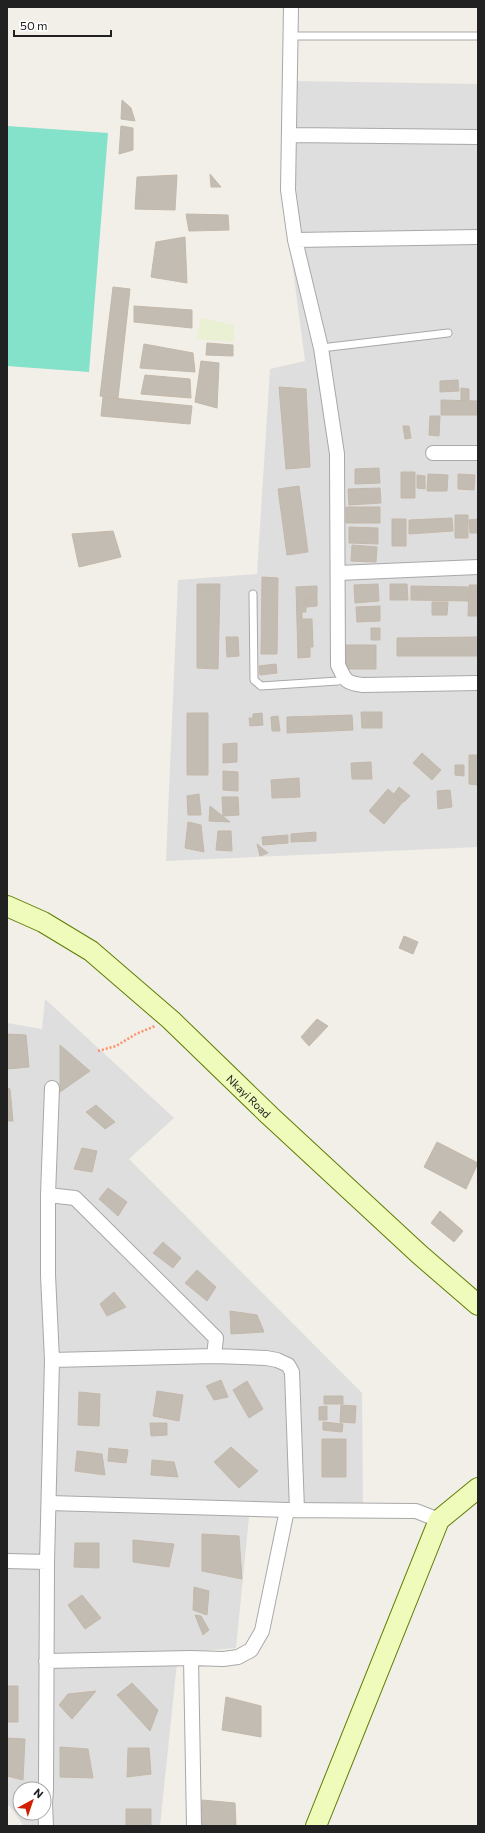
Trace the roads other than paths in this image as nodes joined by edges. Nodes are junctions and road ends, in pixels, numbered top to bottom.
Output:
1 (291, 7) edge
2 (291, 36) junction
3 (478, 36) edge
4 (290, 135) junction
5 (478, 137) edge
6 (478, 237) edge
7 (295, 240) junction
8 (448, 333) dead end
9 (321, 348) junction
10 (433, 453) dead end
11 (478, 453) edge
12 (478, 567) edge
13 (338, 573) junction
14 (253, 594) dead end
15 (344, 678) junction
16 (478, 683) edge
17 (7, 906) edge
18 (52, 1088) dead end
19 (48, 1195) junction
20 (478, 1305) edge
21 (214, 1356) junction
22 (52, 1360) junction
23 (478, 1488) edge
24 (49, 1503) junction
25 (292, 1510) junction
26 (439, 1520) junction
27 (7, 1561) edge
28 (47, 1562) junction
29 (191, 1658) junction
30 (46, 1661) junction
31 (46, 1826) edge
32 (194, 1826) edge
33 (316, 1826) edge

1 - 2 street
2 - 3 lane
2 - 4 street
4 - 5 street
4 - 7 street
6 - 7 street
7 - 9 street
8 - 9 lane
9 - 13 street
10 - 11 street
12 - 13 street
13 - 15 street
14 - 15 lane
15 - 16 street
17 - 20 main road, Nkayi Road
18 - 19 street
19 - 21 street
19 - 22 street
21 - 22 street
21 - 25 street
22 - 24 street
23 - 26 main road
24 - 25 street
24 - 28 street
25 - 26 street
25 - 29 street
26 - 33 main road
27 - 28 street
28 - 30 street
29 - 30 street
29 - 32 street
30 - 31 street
▬▬▬▬▬▬▬▬▬▬
• [Problem statement]: With "road" as the search string, filter the records and return each line that has it.

• [Response to this task]:
Trace the roads other than paths in this image as nodes joined by edges. Nodes are junctions and road ends, in pixels, numbered top to bottom.
17 - 20 main road, Nkayi Road
23 - 26 main road
26 - 33 main road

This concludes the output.